The molecular mechanisms that cause organismal aging are a topic of intense scrutiny and debate. Dietary restriction extends the life span of many organisms, including yeast, and efforts are underway to understand the biochemical and genetic pathways that regulate this life span extension in model organisms. Here we describe the mechanism by which dietary restriction extends yeast chronological life span, defined as the length of time stationary yeast cells remain viable in a quiescent state. We find that aging under standard culture conditions is the result of a cell-extrinsic component that is linked to the pH of the culture medium. We identify acetic acid as a cell-extrinsic mediator of cell death during chronological aging, and demonstrate that dietary restriction, growth in a non-fermentable carbon source, or transferring cells to water increases chronological life span by reducing or eliminating extracellular acetic acid.
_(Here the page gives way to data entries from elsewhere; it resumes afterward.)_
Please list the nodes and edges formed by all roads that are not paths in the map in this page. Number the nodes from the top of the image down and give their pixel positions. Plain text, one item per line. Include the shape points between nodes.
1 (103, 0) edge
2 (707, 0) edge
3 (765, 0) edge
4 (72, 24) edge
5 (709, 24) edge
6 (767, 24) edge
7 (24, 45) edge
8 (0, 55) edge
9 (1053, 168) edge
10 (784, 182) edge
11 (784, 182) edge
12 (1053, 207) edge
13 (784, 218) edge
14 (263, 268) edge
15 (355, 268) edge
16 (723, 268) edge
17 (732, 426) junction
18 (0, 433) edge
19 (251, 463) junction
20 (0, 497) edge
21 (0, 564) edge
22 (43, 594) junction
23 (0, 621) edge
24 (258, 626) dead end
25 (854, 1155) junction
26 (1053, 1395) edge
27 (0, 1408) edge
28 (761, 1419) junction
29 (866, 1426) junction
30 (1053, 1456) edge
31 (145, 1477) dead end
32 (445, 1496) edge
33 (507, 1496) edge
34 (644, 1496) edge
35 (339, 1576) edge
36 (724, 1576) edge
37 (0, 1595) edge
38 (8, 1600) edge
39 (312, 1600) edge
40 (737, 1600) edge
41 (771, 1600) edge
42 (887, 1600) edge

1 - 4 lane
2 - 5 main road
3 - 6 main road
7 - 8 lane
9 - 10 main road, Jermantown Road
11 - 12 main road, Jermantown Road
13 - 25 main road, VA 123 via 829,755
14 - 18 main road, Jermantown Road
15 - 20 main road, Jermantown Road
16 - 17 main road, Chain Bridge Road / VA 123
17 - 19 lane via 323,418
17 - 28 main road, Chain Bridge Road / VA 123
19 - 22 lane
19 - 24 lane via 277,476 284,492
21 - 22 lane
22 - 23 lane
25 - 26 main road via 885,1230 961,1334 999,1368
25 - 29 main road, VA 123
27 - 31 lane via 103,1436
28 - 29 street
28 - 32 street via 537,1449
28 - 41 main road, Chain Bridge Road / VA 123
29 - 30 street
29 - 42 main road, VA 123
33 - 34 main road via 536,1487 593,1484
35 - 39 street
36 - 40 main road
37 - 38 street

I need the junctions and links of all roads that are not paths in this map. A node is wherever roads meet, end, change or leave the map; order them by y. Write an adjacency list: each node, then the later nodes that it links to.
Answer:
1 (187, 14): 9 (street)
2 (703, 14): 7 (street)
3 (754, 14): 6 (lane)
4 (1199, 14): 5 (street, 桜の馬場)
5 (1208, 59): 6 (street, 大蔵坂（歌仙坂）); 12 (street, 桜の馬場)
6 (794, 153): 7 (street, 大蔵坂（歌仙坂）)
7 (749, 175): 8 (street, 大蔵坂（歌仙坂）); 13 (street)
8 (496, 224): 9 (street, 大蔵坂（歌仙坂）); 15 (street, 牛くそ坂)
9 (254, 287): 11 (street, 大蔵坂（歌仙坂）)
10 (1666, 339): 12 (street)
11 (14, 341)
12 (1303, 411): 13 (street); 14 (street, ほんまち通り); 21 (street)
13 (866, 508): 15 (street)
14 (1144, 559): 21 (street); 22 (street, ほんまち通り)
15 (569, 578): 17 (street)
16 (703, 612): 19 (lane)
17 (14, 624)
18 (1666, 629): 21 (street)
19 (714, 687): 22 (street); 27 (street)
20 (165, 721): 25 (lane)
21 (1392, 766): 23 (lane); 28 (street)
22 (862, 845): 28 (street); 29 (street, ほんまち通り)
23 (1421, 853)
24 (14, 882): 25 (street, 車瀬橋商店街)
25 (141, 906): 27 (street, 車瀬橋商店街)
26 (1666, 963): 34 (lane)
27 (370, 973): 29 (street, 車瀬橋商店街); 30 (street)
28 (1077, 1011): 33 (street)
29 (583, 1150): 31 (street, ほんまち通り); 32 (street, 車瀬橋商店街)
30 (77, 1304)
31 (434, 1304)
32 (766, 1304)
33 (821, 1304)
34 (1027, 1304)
Other life span extending environmental and genetic interventions, such as growth in high osmolarity media, deletion of SCH9 or RAS2, increase cellular resistance to acetic acid. We conclude that acetic acid induced mortality is the primary mechanism of chronological aging in yeast under standard conditions.

Figure 1

Growth medium conditions that extend chronological life span. (A) Relative to growth in SC 2%, reducing the glucose present in the medium, use of glycerol as the carbon source, transfer to water, or addition of sorbitol increases cell survival. On the indicated days, the aging culture was serially diluted ten-fold in rich YPD medium, and 5 ul of each dilution was spotted onto YPD agar plates and incubated for 48 hours at 30°C. A single representative biological experiment for each condition is depicted; triplicate biological replicates were performed. SC 2%, SC 0.5% and SC 0.05% = synthetic complete medium at the indicated glucose concentration; SG 3% = synthetic complete 3% glycerol; SC 2% H₂O Txfr = SC 2% cells washed and transferred to distilled water at day 2; SC 2% + 18% sorbitol = SC 2% supplemented with 18% sorbitol. (B) Glucose is depleted in logarithmically growing cultures. The diploid strain BY4743 was grown overnight in YPD, and back-diluted 1:100 (starting density = ∼1.4 × 10⁶ cells/ml) in SC 2% or SC 0.05% medium. Error bars are standard deviation of biological duplicates.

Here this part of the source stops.